SETTING A DEFAULT IMAP/POP3 DOMAIN PER HOSTNAME

You can bind multiple IPs to your server (one per domain) and set "default" POP3/IMAP domain for each IP :

Probably you first should remove any DEFAULT_DOMAIN entry from the /usr/local/courier-authlib/etc/authdaemonrc

vi /usr/local/courier-imap/etc/imapd
TCPDOPTS="-nodnslookup -noidentlookup -access=/usr/local/courier-imap/etc/default-domains.db -accesslocal"
vi /usr/local/courier-imap/etc/pop3d
TCPDOPTS="-nodnslookup -noidentlookup -access=/usr/local/courier-imap/etc/default-domains.db -accesslocal"
vi /usr/local/courier-imap/etc/default-domains
# A set of mappings for ip addresses to default domains
# These mappings are used by courier-imap, and courier-pop3d
##
## YOU MUST USE A TAB BETWEEN THE IP AND THE RESULT
## SPACES WILL NOT WORK! AUTH WILL FAIL WITH A TEMP ERROR
##
192.168.1.101<TAB>allow,DEFDOMAIN=@domain1.com
192.168.1.102<TAB>allow,DEFDOMAIN=@domain2.com
192.168.1.103<TAB>allow,DEFDOMAIN=@domain3.com
( cat /usr/local/courier-imap/etc/default-domains; echo "." ) \
| /usr/local/courier-imap/libexec/makedatprog - /usr/local/courier-imap/etc/default-domains.tmp /usr/local/courier-imap/etc/default-domains.db

And from my experience, you have to restart courier-imap for the changes to take effect after making any changes to this file

/etc/rc.d/init.d/courier-imap restart

SETTING A DEFAULT SQWEBMAIL DOMAIN PER HOSTNAME

You can bind multiple IPs to your server (one per domain) and set a "default" sqwebmail domain for each IP

The config below would look to see what IP the client connected to, and would pre-populate the domain name part of the login box

vi /usr/local/sqwebmail/etc/logindomainlist
# A set of mappings for ip addresses to default domains
domain1.com:192.168.1.101:@
domain2.com:192.168.1.102:@
domain3.com:192.168.1.103:@

SETTING A DEFAULT SMTP-AUTH DOMAIN PER HOSTNAME

When you configure the SASL ( SMTP-AUTH) settings in postfix's main.cf, you can nominate a default domain to use should the SMTP user not supply one (smtpd_sasl_local_domain = yourdomain.com ). However when you are hosting multiple virtual domains on the one box, unless the vast bulk of your users are from a single domain, you really need a way to append the correct domain.

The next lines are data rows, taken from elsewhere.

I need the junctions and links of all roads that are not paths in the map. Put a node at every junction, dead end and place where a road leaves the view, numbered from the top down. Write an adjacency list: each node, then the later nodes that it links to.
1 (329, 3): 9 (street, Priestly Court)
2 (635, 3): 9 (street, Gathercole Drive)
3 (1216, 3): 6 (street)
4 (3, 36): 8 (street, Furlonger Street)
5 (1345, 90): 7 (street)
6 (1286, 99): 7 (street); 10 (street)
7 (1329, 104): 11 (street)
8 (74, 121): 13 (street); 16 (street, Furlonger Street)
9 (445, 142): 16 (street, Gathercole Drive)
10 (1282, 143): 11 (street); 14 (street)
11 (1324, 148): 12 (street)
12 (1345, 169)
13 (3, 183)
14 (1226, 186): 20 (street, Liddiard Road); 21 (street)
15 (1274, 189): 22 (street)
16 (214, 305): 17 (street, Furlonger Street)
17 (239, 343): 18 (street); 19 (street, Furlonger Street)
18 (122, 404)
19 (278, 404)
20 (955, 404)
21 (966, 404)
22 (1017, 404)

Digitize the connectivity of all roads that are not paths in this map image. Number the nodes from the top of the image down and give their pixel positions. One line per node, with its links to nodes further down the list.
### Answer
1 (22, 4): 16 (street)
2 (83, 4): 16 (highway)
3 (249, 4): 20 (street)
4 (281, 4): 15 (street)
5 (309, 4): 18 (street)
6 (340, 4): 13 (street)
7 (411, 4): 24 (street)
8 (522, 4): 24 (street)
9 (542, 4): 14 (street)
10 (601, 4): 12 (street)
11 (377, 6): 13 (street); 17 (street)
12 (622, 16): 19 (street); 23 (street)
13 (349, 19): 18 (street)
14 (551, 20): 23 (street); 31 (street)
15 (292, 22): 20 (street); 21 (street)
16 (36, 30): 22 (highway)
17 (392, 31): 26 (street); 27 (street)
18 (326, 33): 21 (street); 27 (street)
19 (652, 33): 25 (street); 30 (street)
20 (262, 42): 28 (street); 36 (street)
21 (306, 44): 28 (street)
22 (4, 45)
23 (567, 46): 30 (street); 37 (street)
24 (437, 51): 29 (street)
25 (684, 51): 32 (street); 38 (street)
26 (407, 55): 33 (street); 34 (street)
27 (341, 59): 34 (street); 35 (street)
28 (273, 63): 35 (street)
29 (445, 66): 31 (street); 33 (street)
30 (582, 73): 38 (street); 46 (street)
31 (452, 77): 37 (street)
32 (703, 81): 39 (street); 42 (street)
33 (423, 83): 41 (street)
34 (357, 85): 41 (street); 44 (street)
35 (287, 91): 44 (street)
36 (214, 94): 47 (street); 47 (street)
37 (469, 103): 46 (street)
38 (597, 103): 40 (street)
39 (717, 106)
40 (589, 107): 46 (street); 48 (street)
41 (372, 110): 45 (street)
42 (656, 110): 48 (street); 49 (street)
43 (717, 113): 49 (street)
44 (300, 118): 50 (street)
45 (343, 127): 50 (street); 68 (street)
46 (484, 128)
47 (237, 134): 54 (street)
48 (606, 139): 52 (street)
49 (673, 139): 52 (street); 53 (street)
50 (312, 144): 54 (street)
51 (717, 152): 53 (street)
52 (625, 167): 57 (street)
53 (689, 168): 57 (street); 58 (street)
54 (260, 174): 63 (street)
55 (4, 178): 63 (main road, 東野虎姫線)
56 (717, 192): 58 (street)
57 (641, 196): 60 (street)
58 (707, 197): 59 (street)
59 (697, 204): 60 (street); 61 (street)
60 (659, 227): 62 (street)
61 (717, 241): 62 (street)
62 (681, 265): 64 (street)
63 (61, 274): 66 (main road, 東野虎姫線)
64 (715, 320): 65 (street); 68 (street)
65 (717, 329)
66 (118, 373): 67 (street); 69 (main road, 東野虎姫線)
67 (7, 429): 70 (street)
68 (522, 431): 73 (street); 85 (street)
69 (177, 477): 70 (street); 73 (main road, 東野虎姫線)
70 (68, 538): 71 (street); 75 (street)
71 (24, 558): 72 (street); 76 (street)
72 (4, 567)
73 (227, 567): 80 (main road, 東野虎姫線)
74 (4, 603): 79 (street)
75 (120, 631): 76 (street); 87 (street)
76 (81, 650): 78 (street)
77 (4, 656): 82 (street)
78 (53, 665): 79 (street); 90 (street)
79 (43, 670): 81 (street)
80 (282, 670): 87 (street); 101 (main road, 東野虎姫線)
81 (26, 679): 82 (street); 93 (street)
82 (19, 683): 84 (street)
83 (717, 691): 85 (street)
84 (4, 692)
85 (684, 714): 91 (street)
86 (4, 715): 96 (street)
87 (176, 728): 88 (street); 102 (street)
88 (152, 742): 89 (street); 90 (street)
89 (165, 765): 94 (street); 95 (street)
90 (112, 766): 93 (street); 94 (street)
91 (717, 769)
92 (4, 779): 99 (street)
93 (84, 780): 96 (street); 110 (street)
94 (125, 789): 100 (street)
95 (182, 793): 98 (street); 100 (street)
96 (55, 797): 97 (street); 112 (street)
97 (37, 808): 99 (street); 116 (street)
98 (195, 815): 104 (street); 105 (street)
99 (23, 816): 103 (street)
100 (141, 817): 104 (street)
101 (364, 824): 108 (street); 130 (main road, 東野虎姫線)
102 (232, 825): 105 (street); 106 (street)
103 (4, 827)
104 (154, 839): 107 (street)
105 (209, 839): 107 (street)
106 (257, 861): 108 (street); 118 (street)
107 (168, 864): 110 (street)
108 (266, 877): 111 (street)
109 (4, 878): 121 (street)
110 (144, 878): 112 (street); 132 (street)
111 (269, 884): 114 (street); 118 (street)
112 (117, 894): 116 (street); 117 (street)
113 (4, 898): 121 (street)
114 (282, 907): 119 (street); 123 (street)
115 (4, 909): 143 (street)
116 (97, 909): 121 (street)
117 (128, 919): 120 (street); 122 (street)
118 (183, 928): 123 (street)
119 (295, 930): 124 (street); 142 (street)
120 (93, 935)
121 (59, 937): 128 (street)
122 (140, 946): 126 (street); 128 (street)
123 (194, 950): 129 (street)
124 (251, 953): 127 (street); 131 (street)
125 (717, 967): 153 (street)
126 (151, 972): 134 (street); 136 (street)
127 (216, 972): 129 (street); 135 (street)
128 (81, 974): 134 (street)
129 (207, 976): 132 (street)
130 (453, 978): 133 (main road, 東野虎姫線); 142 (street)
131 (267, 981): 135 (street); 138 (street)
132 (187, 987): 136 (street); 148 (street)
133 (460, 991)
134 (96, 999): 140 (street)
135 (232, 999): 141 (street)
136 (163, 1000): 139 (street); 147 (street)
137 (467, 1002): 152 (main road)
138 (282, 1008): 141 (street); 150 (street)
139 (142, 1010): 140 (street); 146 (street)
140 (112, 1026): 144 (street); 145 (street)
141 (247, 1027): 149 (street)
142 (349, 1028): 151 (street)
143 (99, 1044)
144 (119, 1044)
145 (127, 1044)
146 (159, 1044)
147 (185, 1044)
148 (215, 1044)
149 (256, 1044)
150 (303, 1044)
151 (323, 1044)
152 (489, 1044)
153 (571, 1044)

You can bind multiple IPs to your server (one per domain), and then set the smtpd_sasl_local_domain inside the master.cf on a per-smtpd instance basis.

eg Change your master.cf from this ( as described earlier in doc )

127.0.0.1:smtp    inet n - n - 10 smtpd
192.168.1.11:smtp inet n - n - 50  smtpd-mx
   -o smtpd_sasl_auth_enable=no
192.168.1.10:smtp inet n - n - 100 smtpd

To something like this :

127.0.0.1:smtp    inet n - n - 10 smtpd
192.168.1.11:smtp inet n - n - 50 smtpd-mx
   -o smtpd_sasl_auth_enable=no
192.168.1.101:smtp  inet n - n - 30 smtpd-domain1
   -o smtpd_sasl_local_domain=domain1.com
192.168.1.102:smtp  inet n - n - 30 smtpd-domain2
   -o smtpd_sasl_local_domain=domain2.com
192.168.1.103:smtp  inet n - n - 30 smtpd-domain3
   -o smtpd_sasl_local_domain=domain3.com

And don't forget to setup your symlinks

cd /usr/libexec/postfix
ln -s smtpd smtpd-domain1
ln -s smtpd smtpd-domain2
ln -s smtpd smtpd-domain3

Update your reverse DNS entries

$ORIGIN 1.168.192.in-addr.arpa.
11	PTR	mail-mx.yourdomain.com.
101	PTR	mail.domain1.com.
102	PTR	mail.domain2.com.
103	PTR	mail.domain3.com.

SETTING A DEFAULT PURE-FTPD DOMAIN PER HOSTNAME

You can set a default login doman domain based on the IP address the user has connected to

Create a IP <-> Domain mapping table :

mysql
USE postfix;
CREATE TABLE domain_ips (
ip varchar(15) not NULL,
domain varchar(255) NOT NULL,
PRIMARY KEY (ip)
) TYPE=MyISAM COMMENT='IP to Domain mappings for Pure-ftpd';
INSERT INTO domain_ips (ip, domain) VALUES ('192.168.1.101', 'domain1.com');
INSERT INTO domain_ips (ip, domain) VALUES ('192.168.1.102', 'domain2.com');
INSERT INTO domain_ips (ip, domain) VALUES ('192.168.1.103', 'domain3.com');
quit

Tweak the pure-ftpd config :

vi /etc/pureftpd-mysql.conf
MYSQLGetPW SELECT clear_password FROM mailbox WHERE (("\L" LIKE '%@%' AND email = "\L")  OR  ("\L" NOT LIKE '%@%' AND email = CONCAT("\L",'@',(select domain from domain_ips where ip = "\I")))) AND disableftp=0
MYSQLGetDir SELECT CONCAT('/var/vmail/',maildir,'public_html') FROM mailbox WHERE (("\L" LIKE '%@%' AND email = "\L")  OR  ("\L" NOT LIKE '%@%' AND email = CONCAT("\L",'@',(SELECT domain FROM domain_ips WHERE ip = "\I")))) and disableftp=0
MySQLGetQTASZ SELECT ftpquota FROM mailbox WHERE (("\L" LIKE '%@%' AND email = "\L")  OR  ("\L" NOT LIKE '%@%' AND email = CONCAT("\L",'@',(SELECT domain FROM domain_ips WHERE ip = "\I")))) AND disableftp=0

WHAT TO DO IF YOU DONT HAVE CLEAR PASSWORDS AVAILABLE

If you don't have clear passwords ( eg you are migrating a server where you only have /etc/passwd to work with) you have a couple of choices.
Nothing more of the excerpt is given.